Archaeology challenges of past and present views
- How does archaeology challenge accepted views of the past?
- Can archaeology make us think about the present in new ways?
- Past and present biases
How does archaeology challenge accepted views of the past?
By the second decade of the nineteenth century, the expanding work force in Manhattan had created a severe housing shortage.
The city began to expand northward with landowners subdividing their houses into rental units. By mid-century, Irish and German immigrants crowded into the tenements and apartments along Pearl and Baxter Streets.
Feature O, a stone-lined privy, contained trash belonging to the Irish tenants at 474 Pearl Street, the same address where the Hoffmans lived earlier in the century, and material from the ground floor saloon.

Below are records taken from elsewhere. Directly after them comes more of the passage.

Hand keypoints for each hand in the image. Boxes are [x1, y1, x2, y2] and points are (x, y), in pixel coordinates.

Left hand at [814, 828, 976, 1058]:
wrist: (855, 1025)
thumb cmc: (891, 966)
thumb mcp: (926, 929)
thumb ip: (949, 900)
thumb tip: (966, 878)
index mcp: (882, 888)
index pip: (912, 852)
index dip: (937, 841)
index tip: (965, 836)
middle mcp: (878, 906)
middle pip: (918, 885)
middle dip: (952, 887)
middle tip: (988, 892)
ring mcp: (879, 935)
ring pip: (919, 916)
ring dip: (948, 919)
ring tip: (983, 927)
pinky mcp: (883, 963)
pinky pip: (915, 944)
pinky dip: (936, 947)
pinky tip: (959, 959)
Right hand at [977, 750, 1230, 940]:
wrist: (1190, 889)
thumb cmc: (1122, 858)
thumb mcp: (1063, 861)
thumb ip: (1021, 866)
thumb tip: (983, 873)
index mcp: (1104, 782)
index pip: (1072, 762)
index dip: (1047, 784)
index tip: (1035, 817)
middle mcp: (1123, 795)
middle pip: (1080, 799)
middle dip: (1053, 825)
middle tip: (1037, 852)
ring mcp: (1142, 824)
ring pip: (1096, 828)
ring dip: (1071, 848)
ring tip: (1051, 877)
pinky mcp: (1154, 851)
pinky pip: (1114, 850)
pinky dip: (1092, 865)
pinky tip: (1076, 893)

John Lysaight, who eventually became an alderman, ran a saloon at 474 Pearl from 1865 to 1873.
In addition to glasses, liquor bottles, and a yellow ware spittoon, artifacts from the saloon included master ink bottles and smaller umbrella inks.
Like other Irish saloons, Lysaight’s was probably a place to write letters home and pick up mail, enter an ad in an Irish newspaper, take care of a business matter with the help of someone who knew the ropes, or get signed up for the next political campaign.
The tenants’ possessions reflect their participation in the consumer culture of the day and their efforts to conduct respectable lives in spite of the overcrowded housing and abysmal sanitary conditions.
Can archaeology make us think about the present in new ways?
By the 1840s Baxter Street had become New York’s first garment district.
For at least forty years tailors, shoemakers, and retail and second-hand clothing shops, many of them run by eastern European Jews, lined the street.
A deposit in the fill of Feature H, a stone-lined privy in the backyard of one of these properties, was full of pins, needles, thimbles, and cloth--the physical evidence of the sewing industry.
Past and present biases
We have to be careful not to let the biases of nineteenth-century observers, men like George Foster who were outsiders to the neighborhood, prevent us from hearing the voices of the actual residents who lived there.
The Five Points artifacts speak for those whom Walt Whitman described in 1842 as “… not paupers and criminals, but the Republic’s most needed asset, the wealth of stout poor men [and we will add women] who will work” (the Aurora).